"L'Heure du Berger" (Das Schäferstündchen) | Kammermusikführer - Villa Musica Rheinland-Pfalz

Jean Françaix

"L'Heure du Berger" (Das Schäferstündchen)

„L’Heure du Berger“ (Das Schäferstündchen) für Bläserquintett und Klavier

Besetzung:

Werkverzeichnisnummer: 4197

Satzbezeichnungen

1. Moderato: Les Vieux Beaux (Die alten Schönlinge)

2. Pin-Up Girls

3. Allegro assai: Les petits nerveux (Die kleinen Nervösen)

Erläuterungen

2003
JEAN FRANÇAIX: L’Heure du Berger

Lassen Sie uns nach dem Besuch im Conservatoire ein wenig verweilen – natürlich in einer Brasserie. Wenn wir Glück haben, wird uns dort ein Stück Pariser Hintergrundmusik kredenzt, und es könnte sein, dass sie von Jean Françaix stammt, der sein Sextett L’Heure du berger exakt zu diesem Zweck geschrieben hat.
Musique de Brasserie lautete der ursprüngliche Titel des 10-Minuten-Stücks, das eben einem solchen Lokal als Background-Musik diente. Françaix hat darin die Kundschaft mit Ironie geschildert, was der endgültige Titel Schäferstündchen genauer andeutet. Wir schreiben das Jahr 1947. Paris atmet auf und sonnt sich im Glanz eines neuen „Savoir vivre“. In der Brasserie buhlen alte, erfahrene Schönlinge und junge, nervöse Typen um die Gunst der Pin-Up-Girls, die der amerikanische Kultureinfluss nach dem Krieg an die Oberfläche der Pariser Avenues gespült hat. Drei Sätze, drei Typen von Menschen, die es auf ein Schäferstündchen abgesehen haben.

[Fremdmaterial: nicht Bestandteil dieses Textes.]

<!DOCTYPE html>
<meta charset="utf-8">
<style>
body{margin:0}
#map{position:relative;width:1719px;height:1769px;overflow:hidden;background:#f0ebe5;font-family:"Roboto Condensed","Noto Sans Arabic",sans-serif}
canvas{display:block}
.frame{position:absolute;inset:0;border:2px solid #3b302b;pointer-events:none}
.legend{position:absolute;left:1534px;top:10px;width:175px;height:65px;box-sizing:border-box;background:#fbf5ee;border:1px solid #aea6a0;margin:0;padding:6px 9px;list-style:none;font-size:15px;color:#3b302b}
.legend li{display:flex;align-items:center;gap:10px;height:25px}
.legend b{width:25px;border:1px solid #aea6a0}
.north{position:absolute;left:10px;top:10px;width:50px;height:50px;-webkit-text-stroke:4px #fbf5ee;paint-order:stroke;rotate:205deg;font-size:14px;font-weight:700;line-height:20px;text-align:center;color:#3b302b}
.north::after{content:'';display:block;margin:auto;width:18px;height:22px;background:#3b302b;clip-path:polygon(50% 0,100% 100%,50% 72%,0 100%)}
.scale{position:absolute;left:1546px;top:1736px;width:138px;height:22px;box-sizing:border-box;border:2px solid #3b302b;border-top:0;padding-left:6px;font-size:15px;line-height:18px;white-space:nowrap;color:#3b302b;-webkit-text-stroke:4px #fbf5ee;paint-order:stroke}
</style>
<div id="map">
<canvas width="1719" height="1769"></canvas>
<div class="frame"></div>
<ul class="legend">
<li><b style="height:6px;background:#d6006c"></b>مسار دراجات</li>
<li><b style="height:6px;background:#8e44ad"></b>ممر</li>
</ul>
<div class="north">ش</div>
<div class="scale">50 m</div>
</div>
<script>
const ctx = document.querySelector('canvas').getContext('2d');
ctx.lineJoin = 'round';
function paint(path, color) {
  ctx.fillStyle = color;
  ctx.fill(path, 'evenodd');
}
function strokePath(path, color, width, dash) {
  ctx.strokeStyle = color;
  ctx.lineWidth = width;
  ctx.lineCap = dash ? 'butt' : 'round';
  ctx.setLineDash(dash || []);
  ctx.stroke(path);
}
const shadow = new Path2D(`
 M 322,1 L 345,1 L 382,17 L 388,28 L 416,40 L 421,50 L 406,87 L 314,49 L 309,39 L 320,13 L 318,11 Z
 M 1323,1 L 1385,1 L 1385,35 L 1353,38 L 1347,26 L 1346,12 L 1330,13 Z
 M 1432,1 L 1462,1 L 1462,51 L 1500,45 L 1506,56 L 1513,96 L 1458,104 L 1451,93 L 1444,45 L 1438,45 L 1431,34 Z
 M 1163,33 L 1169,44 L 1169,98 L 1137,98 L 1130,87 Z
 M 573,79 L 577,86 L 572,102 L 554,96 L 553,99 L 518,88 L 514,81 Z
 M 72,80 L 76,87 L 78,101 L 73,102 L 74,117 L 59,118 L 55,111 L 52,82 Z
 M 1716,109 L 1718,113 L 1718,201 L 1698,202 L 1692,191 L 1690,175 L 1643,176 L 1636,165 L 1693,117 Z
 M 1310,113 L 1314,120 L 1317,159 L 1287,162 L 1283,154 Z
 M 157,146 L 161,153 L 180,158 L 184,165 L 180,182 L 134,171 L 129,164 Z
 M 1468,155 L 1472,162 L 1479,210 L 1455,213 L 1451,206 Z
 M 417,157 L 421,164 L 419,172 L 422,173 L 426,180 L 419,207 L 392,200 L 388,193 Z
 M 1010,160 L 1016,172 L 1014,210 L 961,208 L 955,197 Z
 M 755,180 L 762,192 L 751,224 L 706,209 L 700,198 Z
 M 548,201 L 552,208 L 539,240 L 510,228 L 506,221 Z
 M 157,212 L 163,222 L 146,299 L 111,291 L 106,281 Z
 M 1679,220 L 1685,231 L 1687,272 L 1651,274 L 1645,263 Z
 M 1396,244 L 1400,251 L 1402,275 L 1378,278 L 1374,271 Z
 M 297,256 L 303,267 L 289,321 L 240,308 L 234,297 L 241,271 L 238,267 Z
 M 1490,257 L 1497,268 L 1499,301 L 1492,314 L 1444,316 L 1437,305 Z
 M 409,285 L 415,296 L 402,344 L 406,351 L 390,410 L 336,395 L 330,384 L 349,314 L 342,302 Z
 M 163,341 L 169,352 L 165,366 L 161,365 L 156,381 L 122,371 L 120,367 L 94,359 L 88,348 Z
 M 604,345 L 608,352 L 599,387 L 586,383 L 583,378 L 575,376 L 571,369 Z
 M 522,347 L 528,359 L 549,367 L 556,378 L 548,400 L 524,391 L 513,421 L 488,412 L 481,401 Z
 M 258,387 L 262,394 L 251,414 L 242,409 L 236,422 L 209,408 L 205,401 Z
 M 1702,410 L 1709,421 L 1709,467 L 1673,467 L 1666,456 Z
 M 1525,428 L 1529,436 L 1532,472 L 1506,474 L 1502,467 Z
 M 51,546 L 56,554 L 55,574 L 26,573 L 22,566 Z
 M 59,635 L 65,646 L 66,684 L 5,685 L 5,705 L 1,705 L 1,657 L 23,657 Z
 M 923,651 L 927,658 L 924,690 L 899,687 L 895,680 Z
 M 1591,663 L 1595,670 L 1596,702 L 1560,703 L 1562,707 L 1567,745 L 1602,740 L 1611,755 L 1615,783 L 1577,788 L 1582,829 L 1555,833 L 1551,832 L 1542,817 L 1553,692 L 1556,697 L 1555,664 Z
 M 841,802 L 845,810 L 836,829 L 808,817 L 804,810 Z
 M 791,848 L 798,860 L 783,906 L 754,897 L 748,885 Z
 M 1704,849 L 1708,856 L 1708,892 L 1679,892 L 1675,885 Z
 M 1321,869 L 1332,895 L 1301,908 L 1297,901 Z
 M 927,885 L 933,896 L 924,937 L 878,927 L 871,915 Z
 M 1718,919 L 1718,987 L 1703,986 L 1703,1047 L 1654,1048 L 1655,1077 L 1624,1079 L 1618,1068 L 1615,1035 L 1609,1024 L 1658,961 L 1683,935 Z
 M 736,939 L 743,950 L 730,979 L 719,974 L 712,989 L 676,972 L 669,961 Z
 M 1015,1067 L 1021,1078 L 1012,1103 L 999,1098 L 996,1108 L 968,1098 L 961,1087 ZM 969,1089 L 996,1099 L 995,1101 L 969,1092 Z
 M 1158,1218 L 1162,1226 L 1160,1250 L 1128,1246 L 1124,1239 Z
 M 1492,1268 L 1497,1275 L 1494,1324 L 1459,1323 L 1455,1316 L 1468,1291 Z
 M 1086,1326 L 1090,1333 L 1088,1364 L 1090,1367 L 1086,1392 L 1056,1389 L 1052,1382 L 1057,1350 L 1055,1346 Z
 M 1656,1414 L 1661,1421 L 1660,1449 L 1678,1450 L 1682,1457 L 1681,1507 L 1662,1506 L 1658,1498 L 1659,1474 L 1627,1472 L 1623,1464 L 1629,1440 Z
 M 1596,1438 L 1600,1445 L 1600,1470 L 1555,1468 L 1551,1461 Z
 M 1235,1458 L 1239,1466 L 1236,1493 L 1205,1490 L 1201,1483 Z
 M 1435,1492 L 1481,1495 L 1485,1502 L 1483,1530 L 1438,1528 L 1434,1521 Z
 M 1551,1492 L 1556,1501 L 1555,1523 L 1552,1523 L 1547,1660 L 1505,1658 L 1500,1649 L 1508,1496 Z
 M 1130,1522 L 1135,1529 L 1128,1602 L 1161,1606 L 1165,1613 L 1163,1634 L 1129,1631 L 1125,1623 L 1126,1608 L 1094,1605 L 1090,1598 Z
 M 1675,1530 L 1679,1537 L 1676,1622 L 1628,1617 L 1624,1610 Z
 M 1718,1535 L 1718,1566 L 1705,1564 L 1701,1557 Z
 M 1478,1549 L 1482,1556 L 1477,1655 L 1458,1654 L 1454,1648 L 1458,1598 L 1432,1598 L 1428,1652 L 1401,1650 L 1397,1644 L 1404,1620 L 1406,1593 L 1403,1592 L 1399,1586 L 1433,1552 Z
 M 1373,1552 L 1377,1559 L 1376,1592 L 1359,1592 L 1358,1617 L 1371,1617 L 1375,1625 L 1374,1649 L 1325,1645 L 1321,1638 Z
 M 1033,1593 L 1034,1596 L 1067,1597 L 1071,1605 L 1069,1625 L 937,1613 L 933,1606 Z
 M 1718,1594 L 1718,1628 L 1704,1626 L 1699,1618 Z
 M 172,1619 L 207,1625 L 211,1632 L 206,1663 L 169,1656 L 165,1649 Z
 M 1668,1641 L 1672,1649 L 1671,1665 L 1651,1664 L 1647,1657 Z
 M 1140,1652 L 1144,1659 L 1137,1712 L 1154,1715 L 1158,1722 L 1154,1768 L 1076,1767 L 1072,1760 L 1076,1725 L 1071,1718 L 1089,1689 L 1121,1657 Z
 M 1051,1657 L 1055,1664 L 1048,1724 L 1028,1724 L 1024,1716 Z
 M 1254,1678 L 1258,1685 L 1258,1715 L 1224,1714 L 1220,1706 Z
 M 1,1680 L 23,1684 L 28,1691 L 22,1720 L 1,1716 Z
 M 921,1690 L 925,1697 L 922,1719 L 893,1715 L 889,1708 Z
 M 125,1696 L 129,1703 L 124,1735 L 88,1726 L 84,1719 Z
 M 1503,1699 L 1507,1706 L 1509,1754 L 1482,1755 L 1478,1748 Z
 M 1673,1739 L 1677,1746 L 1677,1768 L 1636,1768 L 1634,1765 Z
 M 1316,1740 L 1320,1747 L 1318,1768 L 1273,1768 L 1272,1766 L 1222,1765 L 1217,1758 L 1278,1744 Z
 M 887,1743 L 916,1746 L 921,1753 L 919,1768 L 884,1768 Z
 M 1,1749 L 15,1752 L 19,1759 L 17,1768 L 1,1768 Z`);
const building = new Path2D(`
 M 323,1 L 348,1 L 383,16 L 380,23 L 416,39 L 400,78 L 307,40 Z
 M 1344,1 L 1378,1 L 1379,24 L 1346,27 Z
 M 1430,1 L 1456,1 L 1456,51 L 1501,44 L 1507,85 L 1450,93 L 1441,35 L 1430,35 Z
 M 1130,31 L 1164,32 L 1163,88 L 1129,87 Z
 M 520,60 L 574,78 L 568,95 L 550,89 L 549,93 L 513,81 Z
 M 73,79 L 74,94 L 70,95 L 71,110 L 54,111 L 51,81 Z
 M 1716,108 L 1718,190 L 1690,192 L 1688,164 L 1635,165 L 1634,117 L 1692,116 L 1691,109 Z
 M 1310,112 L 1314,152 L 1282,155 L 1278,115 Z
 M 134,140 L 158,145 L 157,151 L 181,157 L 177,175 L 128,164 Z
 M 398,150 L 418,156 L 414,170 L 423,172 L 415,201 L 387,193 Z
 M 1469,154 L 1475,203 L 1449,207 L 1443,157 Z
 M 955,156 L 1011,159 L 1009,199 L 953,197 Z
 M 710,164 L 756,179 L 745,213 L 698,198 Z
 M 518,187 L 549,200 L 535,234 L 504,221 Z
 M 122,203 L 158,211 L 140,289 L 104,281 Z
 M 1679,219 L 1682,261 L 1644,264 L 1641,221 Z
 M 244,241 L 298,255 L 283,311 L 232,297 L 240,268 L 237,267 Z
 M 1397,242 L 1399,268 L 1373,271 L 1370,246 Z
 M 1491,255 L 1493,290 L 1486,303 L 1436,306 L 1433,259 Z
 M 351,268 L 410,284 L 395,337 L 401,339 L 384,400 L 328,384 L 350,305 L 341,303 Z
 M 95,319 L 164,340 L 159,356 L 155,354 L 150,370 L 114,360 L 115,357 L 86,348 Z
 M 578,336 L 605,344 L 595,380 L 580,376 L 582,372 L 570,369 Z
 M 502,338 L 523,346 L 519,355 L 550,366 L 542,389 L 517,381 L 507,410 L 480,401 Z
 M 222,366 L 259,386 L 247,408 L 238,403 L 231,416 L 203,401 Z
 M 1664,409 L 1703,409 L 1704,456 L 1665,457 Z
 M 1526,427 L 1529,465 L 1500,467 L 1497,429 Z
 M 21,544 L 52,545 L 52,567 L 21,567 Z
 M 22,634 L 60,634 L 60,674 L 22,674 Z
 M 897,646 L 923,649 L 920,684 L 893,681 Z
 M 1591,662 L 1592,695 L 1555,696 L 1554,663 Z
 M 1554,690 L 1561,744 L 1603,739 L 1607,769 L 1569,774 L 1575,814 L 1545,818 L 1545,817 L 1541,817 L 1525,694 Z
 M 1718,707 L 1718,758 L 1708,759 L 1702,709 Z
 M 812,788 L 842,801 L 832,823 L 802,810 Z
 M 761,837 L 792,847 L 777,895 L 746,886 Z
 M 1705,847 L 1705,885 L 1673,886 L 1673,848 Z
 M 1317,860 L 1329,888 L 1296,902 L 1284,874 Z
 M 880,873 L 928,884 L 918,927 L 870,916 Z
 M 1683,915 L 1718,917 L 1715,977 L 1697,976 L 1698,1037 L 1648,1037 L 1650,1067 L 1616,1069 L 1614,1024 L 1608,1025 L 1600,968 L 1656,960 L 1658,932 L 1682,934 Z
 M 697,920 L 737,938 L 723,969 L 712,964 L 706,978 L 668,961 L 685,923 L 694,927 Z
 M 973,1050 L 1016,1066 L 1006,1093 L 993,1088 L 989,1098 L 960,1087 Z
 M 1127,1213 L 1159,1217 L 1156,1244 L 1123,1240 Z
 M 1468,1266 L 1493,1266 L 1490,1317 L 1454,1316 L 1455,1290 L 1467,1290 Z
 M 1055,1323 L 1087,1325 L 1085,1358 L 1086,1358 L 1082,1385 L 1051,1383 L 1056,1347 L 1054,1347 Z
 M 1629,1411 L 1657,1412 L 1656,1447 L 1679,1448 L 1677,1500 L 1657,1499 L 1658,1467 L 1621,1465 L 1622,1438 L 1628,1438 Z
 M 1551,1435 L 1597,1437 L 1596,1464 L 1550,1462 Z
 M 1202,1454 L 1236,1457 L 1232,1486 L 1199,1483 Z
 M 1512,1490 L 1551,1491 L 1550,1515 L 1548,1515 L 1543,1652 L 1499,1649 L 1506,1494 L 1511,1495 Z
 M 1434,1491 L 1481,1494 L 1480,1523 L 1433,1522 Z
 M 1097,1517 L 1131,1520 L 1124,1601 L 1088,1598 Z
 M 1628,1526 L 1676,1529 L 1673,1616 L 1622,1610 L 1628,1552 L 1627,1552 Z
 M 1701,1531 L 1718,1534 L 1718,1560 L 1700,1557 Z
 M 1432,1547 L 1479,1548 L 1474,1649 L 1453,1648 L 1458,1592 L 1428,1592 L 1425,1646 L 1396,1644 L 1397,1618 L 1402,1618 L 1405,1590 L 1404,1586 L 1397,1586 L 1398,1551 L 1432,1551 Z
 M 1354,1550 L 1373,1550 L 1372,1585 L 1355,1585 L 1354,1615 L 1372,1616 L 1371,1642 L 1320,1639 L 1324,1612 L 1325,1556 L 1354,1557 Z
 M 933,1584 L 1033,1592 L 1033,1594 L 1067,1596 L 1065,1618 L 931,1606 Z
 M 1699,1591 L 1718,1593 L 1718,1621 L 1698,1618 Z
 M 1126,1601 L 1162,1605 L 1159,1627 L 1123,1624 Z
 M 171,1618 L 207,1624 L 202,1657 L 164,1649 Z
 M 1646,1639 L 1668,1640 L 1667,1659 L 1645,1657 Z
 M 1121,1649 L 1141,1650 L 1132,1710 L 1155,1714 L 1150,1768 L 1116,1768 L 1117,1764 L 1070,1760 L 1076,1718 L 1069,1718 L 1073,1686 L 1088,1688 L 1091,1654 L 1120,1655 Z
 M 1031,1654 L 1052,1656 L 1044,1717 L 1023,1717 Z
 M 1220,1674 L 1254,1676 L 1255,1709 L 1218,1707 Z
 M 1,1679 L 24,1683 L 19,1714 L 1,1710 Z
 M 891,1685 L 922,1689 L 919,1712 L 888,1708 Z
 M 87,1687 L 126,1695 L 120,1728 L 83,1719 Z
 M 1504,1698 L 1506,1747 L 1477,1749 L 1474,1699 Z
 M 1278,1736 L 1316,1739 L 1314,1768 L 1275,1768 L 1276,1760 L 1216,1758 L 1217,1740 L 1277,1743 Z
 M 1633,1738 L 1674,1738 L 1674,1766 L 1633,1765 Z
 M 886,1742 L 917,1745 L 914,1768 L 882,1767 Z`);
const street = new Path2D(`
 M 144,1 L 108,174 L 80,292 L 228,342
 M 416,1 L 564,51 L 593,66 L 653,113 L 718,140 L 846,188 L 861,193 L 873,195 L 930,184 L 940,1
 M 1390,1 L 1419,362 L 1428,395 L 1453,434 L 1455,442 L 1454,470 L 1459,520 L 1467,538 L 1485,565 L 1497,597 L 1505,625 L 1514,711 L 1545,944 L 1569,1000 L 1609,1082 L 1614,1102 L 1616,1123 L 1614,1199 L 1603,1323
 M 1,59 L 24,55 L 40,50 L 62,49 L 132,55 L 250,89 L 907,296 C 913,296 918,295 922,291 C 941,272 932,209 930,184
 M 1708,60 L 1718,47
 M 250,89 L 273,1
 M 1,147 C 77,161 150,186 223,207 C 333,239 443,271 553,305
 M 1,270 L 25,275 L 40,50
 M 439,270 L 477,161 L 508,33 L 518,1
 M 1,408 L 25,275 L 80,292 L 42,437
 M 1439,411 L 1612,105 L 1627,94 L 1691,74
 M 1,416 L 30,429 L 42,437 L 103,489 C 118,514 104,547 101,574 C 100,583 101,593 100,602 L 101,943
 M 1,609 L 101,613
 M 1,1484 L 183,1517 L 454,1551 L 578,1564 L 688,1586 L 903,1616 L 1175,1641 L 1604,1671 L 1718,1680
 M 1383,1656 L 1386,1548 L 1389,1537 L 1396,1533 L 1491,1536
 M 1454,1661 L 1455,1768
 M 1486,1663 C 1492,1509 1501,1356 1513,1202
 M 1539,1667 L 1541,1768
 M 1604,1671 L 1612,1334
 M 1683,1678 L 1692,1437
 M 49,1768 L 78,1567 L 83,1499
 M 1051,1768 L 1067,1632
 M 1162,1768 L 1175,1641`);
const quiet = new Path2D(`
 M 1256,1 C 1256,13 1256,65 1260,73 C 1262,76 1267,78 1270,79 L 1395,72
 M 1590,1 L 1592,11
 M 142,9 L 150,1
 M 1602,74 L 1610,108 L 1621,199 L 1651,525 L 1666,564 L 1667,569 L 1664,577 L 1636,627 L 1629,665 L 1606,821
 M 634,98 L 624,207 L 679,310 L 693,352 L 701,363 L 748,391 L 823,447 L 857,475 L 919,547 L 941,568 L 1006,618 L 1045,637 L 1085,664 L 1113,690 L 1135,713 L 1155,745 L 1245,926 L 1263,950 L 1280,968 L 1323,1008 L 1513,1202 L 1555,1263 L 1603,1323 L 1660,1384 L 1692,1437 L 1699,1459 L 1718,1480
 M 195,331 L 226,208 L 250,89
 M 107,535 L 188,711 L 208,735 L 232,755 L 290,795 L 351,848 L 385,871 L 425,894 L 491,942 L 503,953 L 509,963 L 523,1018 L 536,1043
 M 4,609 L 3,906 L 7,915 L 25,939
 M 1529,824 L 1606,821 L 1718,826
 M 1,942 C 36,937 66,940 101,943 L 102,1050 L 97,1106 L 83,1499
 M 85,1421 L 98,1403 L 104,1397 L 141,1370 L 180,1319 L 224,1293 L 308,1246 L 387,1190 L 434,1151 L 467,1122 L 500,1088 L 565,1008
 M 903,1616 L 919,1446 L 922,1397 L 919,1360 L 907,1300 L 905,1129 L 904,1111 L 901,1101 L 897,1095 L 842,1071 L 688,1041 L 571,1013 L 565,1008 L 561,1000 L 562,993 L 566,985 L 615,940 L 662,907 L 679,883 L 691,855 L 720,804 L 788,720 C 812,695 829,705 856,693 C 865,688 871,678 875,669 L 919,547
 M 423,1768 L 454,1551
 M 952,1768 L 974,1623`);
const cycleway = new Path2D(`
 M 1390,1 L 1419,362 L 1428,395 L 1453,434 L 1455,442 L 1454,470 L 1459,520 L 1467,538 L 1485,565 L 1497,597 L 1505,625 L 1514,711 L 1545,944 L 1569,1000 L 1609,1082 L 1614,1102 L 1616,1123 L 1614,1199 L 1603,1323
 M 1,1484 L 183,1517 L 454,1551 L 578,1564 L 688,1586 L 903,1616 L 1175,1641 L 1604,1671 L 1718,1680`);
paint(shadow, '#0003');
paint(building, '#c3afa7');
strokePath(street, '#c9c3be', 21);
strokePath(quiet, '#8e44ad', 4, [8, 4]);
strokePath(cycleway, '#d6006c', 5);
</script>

In der gleichen ironisch-distanzierten Weise wie die Brasserie-Kunden schilderte Françaix auch seine eigene Herkunft und seine Ausbildung in Paris: „Die Tatsache, dass ich in Le Mans, der Stadt des 24-Stunden-Rennens, geboren wurde, dürfte den übersättigten Leser wohl kaum interessieren – allerhöchstens, dass Le Mans von einer prächtigen Kathedrale überragt wird, die mir als Anregung zu einem ‚fantastischen‘ Oratorium, der Apocalypse selon St. Jean, gedient hat… Mein einziger ‚Leistungsnachweis‘ ist ein erster Preis bei einem Klavierwettbewerb am Pariser Konservatorium – was ja nicht gerade viel ist. Verschiedene Orden zieren meine Brust, doch ist auch dies in Frankreich nichts Außergewöhnliches. Meine Lehrerin, Nadia Boulanger, hat sich stets vergeblich bemüht, mir Harmonie und Kontrapunkt oder gar das Schreiben von Fugen beizubringen. Um aber ihren Ruf zu wahren, pflegte sie zu sagen, ich würde dies alles instinktiv beherrschen..“.